И далее Амфитеатров приводит обмен репликами между Михайловским и Дорошевичем, который уже упоминался в изложении журналиста Оршера (О.Л. Д’Ор). Видимо, эпизод этот стал общественным достоянием.
«Вы очень талантливы, Сагайдачный! — сказал ему „сам“ Михайловский. — Жаль, что у вас нет убеждений.
— Напротив, я нахожу, что у меня их слишком много: каждый день новое.
— Вы кондотьер слова! — упрекнули его в другой раз. — Вы меняете убеждения как белье.
— Кто занашивает белье, от того скверно пахнет, — огрызнулся Сагайдачный.
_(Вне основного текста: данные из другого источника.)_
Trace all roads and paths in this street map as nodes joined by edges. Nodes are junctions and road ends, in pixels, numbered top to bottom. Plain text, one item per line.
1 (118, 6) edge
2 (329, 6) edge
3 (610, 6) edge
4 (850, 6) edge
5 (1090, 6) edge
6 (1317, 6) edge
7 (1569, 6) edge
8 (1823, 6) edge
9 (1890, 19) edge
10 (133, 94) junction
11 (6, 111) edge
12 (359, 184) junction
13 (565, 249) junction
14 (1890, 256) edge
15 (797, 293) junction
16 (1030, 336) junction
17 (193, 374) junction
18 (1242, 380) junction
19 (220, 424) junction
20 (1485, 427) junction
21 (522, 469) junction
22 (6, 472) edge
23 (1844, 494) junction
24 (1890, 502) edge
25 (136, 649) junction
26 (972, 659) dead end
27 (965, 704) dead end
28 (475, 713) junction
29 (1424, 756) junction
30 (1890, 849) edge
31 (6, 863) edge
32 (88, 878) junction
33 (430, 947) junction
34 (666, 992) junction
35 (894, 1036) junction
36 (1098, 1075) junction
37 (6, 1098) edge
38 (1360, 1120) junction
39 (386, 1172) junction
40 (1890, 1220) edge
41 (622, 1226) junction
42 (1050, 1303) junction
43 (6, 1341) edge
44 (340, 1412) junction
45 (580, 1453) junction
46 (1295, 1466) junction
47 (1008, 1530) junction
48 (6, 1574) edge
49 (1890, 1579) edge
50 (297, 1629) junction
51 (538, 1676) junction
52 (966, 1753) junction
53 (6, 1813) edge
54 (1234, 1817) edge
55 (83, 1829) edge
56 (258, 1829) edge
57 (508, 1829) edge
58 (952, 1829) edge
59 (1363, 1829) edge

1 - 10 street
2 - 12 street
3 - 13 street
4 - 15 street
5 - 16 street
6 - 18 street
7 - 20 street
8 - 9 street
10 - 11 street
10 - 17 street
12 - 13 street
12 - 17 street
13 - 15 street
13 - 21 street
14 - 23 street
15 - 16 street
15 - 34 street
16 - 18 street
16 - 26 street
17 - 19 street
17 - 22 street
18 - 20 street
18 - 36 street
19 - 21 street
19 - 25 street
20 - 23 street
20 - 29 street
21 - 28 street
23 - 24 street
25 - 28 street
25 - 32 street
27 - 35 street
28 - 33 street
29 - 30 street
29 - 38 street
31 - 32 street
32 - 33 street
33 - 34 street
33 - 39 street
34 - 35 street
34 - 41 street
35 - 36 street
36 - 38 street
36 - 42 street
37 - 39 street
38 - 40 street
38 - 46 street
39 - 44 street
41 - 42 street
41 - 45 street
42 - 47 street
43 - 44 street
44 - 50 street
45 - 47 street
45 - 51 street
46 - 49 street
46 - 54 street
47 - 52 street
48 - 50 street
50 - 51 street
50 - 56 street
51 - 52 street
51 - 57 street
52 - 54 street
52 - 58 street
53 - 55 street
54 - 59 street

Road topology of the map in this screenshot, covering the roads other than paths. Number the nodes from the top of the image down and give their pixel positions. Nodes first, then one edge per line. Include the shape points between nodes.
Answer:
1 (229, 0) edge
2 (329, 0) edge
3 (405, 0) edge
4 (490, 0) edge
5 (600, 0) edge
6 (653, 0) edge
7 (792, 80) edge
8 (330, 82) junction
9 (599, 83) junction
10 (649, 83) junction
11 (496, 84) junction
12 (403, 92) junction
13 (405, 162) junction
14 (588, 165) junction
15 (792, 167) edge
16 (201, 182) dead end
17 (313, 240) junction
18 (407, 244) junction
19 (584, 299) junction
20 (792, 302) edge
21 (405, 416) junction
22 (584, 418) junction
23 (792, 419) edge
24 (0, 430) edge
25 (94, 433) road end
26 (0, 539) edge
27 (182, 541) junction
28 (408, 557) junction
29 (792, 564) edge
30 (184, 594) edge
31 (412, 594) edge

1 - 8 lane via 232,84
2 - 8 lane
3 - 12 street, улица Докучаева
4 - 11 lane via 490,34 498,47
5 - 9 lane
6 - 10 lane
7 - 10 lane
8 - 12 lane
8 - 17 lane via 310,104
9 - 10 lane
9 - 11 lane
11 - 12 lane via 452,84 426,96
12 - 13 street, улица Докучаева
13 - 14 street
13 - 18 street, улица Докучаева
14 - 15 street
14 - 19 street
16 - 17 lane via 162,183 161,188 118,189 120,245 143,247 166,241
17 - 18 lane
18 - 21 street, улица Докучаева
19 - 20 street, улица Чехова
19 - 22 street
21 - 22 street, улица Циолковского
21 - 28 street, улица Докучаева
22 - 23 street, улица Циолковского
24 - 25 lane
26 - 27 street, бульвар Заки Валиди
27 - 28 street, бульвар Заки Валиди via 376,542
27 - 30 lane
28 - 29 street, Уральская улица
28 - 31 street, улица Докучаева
Этот человек, подвижной, как ртуть, мысли и слабой, в трудном детстве и голодной юности замученной, а после успеха избалованной и капризной воли — был глубоко порядочен чувством. Языком он, может, быть, и мог солгать, но и то лишь какою-либо условною ложью общего обихода, — пером никогда. <…> Лицемерить он не умел, никогда не фарисействовал, и демон не внушал ему поддельных удушьевских речей о „честности высокой“, хотя честен он был безукоризненно, а бескорыстен до щепетильности, до мнительности, иногда настолько мелочной, что почти смешной. Но он любил жизнь, любил наслаждение, „пил из чаши бытия“ тем страстнее и жаднее, что смолоду-то хватил уж очень много и голода, и холода, и всякого тяжкого жития»[311].